À Munich en 1796, Aloys Senefelder découvrit que certaines pierres calcaires pouvaient retenir un dessin à l'encre grasse, mais refusaient ensuite l'encre sur les parties non dessinées, une fois lavées à l'acide. En reportant sur la pierre le motif inversé du modèle à reproduire, on pouvait ensuite y presser le papier pour obtenir une impression de l'original. La lithographie était née : elle est restée le procédé de reprographie des textes et des images jusqu'au XXe siècle, où elle est remplacée par l'offset, qui repose sur le même principe de l'antagonisme chimique entre l'eau et les corps gras tels que l'encre.

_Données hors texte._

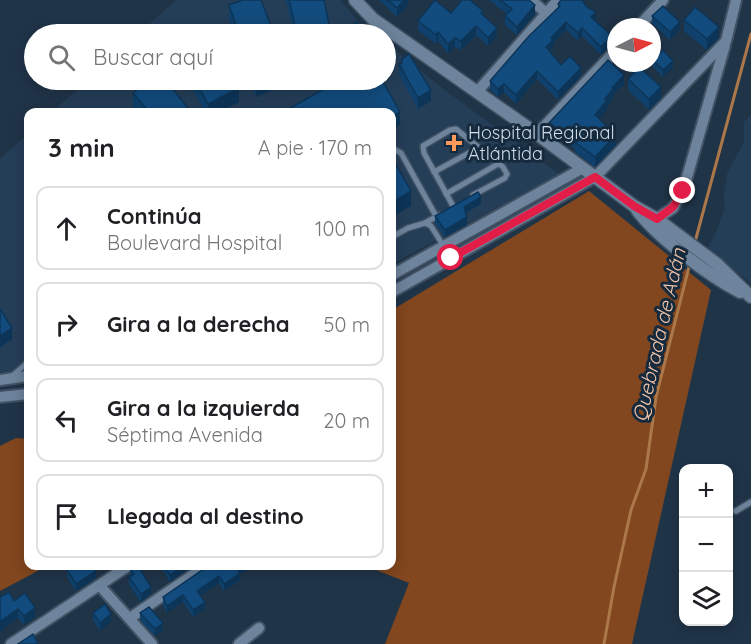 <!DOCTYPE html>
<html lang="es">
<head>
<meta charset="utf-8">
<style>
	body { margin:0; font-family:Quicksand,sans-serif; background:#f6f6f6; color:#202124 }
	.controls { position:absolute; right:18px; bottom:18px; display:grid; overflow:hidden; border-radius:12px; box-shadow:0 3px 15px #0003 }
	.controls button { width:54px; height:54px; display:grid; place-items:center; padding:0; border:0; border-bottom:2px solid #e0e0e0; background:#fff; color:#202124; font:30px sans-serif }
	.compass { position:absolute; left:607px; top:18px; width:54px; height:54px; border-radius:50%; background:#fff; box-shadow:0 3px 15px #0003; rotate:84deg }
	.stop { position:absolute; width:18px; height:18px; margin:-14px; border:4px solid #e11d48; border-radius:50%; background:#fff }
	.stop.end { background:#e11d48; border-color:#fff; box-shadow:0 2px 6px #0008 }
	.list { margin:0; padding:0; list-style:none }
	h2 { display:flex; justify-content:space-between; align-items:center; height:78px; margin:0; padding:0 24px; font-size:26px }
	h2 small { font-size:20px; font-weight:400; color:#757577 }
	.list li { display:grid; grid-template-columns:39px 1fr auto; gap:18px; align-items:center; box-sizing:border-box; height:84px; margin:0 12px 12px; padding:0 12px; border:2px solid #e0e0e0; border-radius:12px }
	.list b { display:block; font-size:22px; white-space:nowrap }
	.list p { margin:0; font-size:20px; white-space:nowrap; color:#757577 }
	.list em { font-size:20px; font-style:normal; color:#757577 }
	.icon { flex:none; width:33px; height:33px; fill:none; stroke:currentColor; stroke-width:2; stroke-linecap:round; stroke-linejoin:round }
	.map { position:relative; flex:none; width:751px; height:644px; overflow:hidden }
	.search { position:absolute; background:#fff; box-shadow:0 3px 15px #0003; left:24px; top:24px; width:372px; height:66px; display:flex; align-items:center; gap:15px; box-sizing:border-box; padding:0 21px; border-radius:33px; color:#757577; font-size:22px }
	.panel { position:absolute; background:#fff; box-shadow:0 3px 15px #0003; left:24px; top:108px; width:372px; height:462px; border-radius:12px }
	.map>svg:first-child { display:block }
	.built { fill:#253e58 }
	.green { fill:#82471e }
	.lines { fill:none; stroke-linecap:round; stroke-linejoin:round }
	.stream { stroke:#ac784a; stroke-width:3 }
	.service-casing { stroke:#405163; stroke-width:8 }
	.minor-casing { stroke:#405163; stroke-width:14 }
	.tertiary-casing { stroke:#405163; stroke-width:15 }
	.service { stroke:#6d849c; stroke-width:5 }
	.minor { stroke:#6d849c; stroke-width:10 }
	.tertiary { stroke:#6d849c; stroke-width:12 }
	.wall { fill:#0f416c }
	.shaded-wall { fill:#0d3558 }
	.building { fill:#124c7e; stroke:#0d3558; stroke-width:1.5 }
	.route { stroke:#e11d48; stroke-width:8 }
	.poi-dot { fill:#ff9b5a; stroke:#162a3e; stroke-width:2 }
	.labels { text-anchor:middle; stroke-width:6; stroke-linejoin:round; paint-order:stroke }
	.poi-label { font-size:18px; fill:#d0ddea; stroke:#162a3e; text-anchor:start }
	.water-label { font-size:20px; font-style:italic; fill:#f2c5aa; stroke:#162a3e }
</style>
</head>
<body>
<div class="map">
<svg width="751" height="644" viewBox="0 0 751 644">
	<rect width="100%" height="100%" fill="#203448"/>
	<g class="built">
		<path d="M 176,0 L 340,0 L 359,22 L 375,34 L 138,34 Z"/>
		<path d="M 386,43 L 450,94 L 559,174 L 392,264 L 392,112 L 52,112 L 88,80 L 386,80 Z"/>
		<path d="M 751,115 L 751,283 L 707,249 L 717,230 L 725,208 L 724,194 L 727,174 L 744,142 L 744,122 Z"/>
		<path d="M 28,134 L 28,371 L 0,372 L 0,159 Z"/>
	</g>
	<g class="green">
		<path d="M 589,191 L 711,290 L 632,644 L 385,644 L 409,583 L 366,566 L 392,566 L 392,310 Z"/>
		<path d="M 16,438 L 28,439 L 28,566 L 47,566 L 0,591 L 0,446 Z"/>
	</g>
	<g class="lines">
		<g class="stream">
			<path d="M 695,242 L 751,34"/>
			<path d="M 604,644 L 614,587 L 631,510 L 646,469 L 656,397 L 690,263"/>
		</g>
		<defs>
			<g id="service">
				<path d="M 392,148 L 401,153 L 436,216"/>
				<path d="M 434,172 L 478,148"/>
				<path d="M 446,194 L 498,164"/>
				<path d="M 453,206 L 424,153 L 423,146 L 450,130 L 456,129 L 503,167 L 507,174 L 505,178 L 473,195"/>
				<path d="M 425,223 L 439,215"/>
				<path d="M 392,237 L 408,228 L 425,223 L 431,226 L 451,258"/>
				<path d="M 11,377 L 28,362"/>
				<path d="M 736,511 L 751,502"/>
			</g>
			<g id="minor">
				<path d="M 531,0 L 546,13"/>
				<path d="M 638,27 L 663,0"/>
				<path d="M 477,92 L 558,0"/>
				<path d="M 537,134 L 616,50"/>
				<path d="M 652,222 L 673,208 L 683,191 L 725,45"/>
				<path d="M 392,275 L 583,168"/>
				<path d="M 392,292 L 595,177 L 726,41 L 736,0"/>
				<path d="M 0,380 L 28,376"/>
				<path d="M 0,397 L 28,394"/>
				<path d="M 100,586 L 152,644"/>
				<path d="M 130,618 L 206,566"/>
				<path d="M 11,644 L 128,566"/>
				<path d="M 239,644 L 259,628"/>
			</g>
			<g id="tertiary">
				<path d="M 355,0 L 373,19 L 537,134 L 634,206 L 657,219 L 717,264 L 751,297"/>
				<path d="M 637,210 C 657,237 709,276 740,292"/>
			</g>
		</defs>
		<use href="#service" class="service-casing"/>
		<use href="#minor" class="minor-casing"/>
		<use href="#tertiary" class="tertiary-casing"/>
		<use href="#service" class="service"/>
		<use href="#minor" class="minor"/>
		<use href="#tertiary" class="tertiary"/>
	</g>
	<g class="wall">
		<path d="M 286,0 L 324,0 L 331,34 L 294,34 Z"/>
		<path d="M 379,0 L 408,0 L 408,5 L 397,17 Z"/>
		<path d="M 489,0 L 529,0 L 535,14 L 517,35 L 505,25 L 505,16 L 507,14 Z"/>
		<path d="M 558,4 L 595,21 L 612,44 L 601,55 L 582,36 L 578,41 L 566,30 L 553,44 L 553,48 L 550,51 L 561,65 L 581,76 L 558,100 L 537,79 L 516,104 L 504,92 L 498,97 L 490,89 L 490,81 L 558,9 Z"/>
		<path d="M 229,5 L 274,34 L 234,34 L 229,20 Z"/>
		<path d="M 451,13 L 483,15 L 497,36 L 488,46 L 476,35 L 461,50 L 455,47 L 448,53 L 438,41 L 436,44 L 418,30 L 418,21 Z"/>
		<path d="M 652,16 L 680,29 L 670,40 L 652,23 Z"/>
		<path d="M 684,20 L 719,38 L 707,50 L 684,31 Z"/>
		<path d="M 653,60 L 673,68 L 663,77 L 653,67 Z"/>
		<path d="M 399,64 L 431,101 L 418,109 L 399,75 Z"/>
		<path d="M 628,79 L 661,98 L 649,110 L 628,90 Z"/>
		<path d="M 188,80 L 234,80 L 239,102 L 219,112 L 205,112 Z"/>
		<path d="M 250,80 L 287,80 L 287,84 L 256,97 Z"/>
		<path d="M 624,84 L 613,96 L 613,99 L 607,107 L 607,110 L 599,119 L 616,145 L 595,167 L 575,152 L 575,149 L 564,140 L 561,141 L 549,132 L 549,123 Z"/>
		<path d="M 133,93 L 191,112 L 138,112 L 133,107 Z"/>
		<path d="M 481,204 L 465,213 L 467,225 L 445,237 L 435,223 L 435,216 Z"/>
		<path d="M 160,566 L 193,566 L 170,582 Z"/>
		<path d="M 208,566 L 240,575 L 240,580 L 224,591 L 219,583 L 200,596 L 205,609 L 193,617 L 183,602 L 167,613 L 163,605 L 163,597 Z"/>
		<path d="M 130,567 L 151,594 L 141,602 L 129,585 L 129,577 L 131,576 L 130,574 Z"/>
		<path d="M 67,570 L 96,578 L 76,591 L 67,577 Z"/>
		<path d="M 14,601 L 35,617 L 24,625 L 18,618 Z"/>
		<path d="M 93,613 L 111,622 L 100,631 L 93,620 Z"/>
		<path d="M 140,613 L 163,630 L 155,636 L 140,620 Z"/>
	</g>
	<g class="shaded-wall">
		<path d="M 404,0 L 408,0 L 408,5 L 397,17 L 397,8 Z"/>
		<path d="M 535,5 L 535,14 L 517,35 L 517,27 Z"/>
		<path d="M 596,12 L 596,21 L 591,26 L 591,17 Z"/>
		<path d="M 566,22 L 566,30 L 553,44 L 553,48 L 546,55 L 546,47 L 551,38 Z"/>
		<path d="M 680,22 L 680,29 L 670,40 L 670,32 Z"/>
		<path d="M 476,26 L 476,35 L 461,50 L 461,41 Z"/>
		<path d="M 719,27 L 719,38 L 707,50 L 707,39 Z"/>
		<path d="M 497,28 L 497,36 L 488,46 L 488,38 Z"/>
		<path d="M 582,28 L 582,36 L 578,41 L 578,33 Z"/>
		<path d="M 438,32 L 438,41 L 436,44 L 436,35 Z"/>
		<path d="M 612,36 L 612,44 L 601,55 L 601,47 Z"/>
		<path d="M 455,38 L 455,47 L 448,53 L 448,44 Z"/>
		<path d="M 673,61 L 673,68 L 663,77 L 663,70 Z"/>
		<path d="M 581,68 L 581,76 L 558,100 L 558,92 Z"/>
		<path d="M 537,71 L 537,79 L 516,104 L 516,95 Z"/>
		<path d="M 624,75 L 624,84 L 613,96 L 613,99 L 607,107 L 607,110 L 595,124 L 595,115 L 612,88 Z"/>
		<path d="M 264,80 L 287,80 L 287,84 L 256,97 L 256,83 Z"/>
		<path d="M 504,84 L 504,92 L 498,97 L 498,89 Z"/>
		<path d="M 661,87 L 661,98 L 649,110 L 649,99 Z"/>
		<path d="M 239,88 L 239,102 L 219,112 L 208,112 L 208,104 Z"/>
		<path d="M 431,90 L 431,101 L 418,109 L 418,98 Z"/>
		<path d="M 400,112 L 400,125 L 392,130 L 392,117 Z"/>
		<path d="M 564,130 L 564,140 L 561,141 L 561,132 Z"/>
		<path d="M 616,135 L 616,145 L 595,167 L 595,157 Z"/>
		<path d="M 411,191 L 411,206 L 392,217 L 392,203 Z"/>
		<path d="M 481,197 L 481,204 L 464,214 L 464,207 Z"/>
		<path d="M 467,217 L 467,225 L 445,237 L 445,230 Z"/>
		<path d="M 12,328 L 12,339 L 0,347 L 0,336 Z"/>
		<path d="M 183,566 L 193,566 L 170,582 L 170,575 Z"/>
		<path d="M 244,566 L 254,566 L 240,575 L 240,580 L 224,591 L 224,584 L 238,570 Z"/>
		<path d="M 96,571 L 96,578 L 76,591 L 76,584 Z"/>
		<path d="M 219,576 L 219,583 L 197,598 L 197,591 Z"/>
		<path d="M 151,587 L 151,594 L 141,602 L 141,594 Z"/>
		<path d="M 183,595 L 183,602 L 167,613 L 167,606 Z"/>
		<path d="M 205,602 L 205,609 L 193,617 L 193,610 Z"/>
		<path d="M 35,608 L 35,617 L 24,625 L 24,616 Z"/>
		<path d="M 18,609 L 18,618 L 0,632 L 0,622 Z"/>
		<path d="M 111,614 L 111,622 L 100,631 L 100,623 Z"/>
		<path d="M 163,623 L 163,630 L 155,636 L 155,629 Z"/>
	</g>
	<g class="building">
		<path d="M 243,0 L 261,0 L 274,34 L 239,34 L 229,5 Z"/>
		<path d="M 289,0 L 324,0 L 331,34 L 297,34 Z"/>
		<path d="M 388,0 L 404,0 L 397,8 Z"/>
		<path d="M 435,0 L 451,13 L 462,0 L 470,0 L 483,11 L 481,13 L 497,28 L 488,38 L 476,26 L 461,41 L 455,38 L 448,44 L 438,32 L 436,35 L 418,21 Z"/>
		<path d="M 500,0 L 529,0 L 535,5 L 517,27 L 505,16 L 512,9 Z"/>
		<path d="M 561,0 L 582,0 L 587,7 L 596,12 L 591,17 L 612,36 L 601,47 L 582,28 L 578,33 L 566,22 L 551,38 L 553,40 L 546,47 L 561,65 L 570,56 L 581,68 L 558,92 L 537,71 L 516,95 L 504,84 L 498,89 L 490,81 L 529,36 L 560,6 L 558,4 Z"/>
		<path d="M 663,6 L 680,22 L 670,32 L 652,16 Z"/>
		<path d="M 695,7 L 719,27 L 707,39 L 684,20 Z"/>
		<path d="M 357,22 L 365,34 L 345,34 L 344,32 Z"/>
		<path d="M 205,28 L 209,34 L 195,34 Z"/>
		<path d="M 663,50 L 673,61 L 663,70 L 653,60 Z"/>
		<path d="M 409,54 L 431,90 L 418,98 L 399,64 L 402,63 L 402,59 Z"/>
		<path d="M 608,60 L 624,75 L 612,88 L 613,89 L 605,99 L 607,100 L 595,115 L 616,135 L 595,157 L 575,142 L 576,140 L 564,130 L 561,132 L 549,123 Z"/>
		<path d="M 639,67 L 661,87 L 649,99 L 628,79 Z"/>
		<path d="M 149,80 L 166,80 L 191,112 L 149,112 L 133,93 Z"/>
		<path d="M 195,80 L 234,80 L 239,88 L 208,104 Z"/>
		<path d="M 255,80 L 264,80 L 256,83 Z"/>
		<path d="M 340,80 L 382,80 L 400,112 L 392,117 L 392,112 L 283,112 Z"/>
		<path d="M 392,158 L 411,191 L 392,203 Z"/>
		<path d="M 478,192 L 481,197 L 464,207 L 467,217 L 445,230 L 435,216 Z"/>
		<path d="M 0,309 L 12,328 L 0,336 Z"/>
		<path d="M 73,566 L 91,566 L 96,571 L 76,584 L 67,570 Z"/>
		<path d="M 131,566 L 138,566 L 151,587 L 141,594 L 129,577 L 134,574 L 130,567 Z"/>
		<path d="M 164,566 L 183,566 L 170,575 Z"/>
		<path d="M 208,566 L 244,566 L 238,570 L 240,573 L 224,584 L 219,576 L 197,591 L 205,602 L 193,610 L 183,595 L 167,606 L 163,597 Z"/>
		<path d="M 9,592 L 14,601 L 25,593 L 35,608 L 24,616 L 18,609 L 0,622 L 0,597 Z"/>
		<path d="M 105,604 L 111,614 L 100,623 L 93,613 Z"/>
		<path d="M 149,607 L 163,623 L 155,629 L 140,613 Z"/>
		<path d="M 33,634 L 38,644 L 18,644 Z"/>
	</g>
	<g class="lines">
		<path class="route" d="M 451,258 L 595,177 L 634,206 L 657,219 L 673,207 L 683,191"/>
	</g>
	<path class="poi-dot" d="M451 134h6v6h6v6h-6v6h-6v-6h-6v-6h6z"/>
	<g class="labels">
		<g class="poi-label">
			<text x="468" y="139">Hospital Regional<tspan x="468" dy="21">Atlántida</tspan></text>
		</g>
		<g class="water-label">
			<text transform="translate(659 335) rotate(-77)" y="7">Quebrada de Adán</text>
		</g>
	</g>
</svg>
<div class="controls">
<button>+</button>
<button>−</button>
<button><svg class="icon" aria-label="layers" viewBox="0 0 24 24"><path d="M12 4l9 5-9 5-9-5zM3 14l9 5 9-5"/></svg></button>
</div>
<svg class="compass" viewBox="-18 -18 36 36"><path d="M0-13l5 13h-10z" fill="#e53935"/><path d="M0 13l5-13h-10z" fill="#757577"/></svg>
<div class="stop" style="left:451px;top:258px"></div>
<div class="stop end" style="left:683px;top:191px"></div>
<div class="search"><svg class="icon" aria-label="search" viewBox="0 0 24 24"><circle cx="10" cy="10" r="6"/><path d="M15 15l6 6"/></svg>Buscar aquí</div>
<section class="panel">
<h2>3 min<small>A pie · 170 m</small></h2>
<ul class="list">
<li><svg class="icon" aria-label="ahead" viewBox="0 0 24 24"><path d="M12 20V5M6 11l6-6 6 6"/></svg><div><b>Continúa</b><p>Boulevard Hospital</p></div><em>100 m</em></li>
<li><svg class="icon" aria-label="right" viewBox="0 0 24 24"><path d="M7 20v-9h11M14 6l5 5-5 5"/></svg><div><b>Gira a la derecha</b></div><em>50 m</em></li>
<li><svg class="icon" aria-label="left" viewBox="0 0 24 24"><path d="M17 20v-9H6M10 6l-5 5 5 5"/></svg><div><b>Gira a la izquierda</b><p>Séptima Avenida</p></div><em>20 m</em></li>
<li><svg class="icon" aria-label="arrive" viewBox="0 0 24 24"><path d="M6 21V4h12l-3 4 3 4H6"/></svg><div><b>Llegada al destino</b></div></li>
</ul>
</section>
</div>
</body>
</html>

S'appuyant sur les mêmes principes, l'impression offset est expérimentée dès 1850, dans les traces de la photographie et de la photogravure. D'abord réservée aux petits tirages en couleurs, elle devient un siècle plus tard le standard de l'imprimerie. Les formes imprimantes deviennent des feuilles de métal souple : la forme se reporte sur un cylindre qui imprime ensuite la feuille (offset veut dire décalque).

On peut considérer que la généralisation de l'offset est la dernière grande étape à ce jour de l'édition imprimée.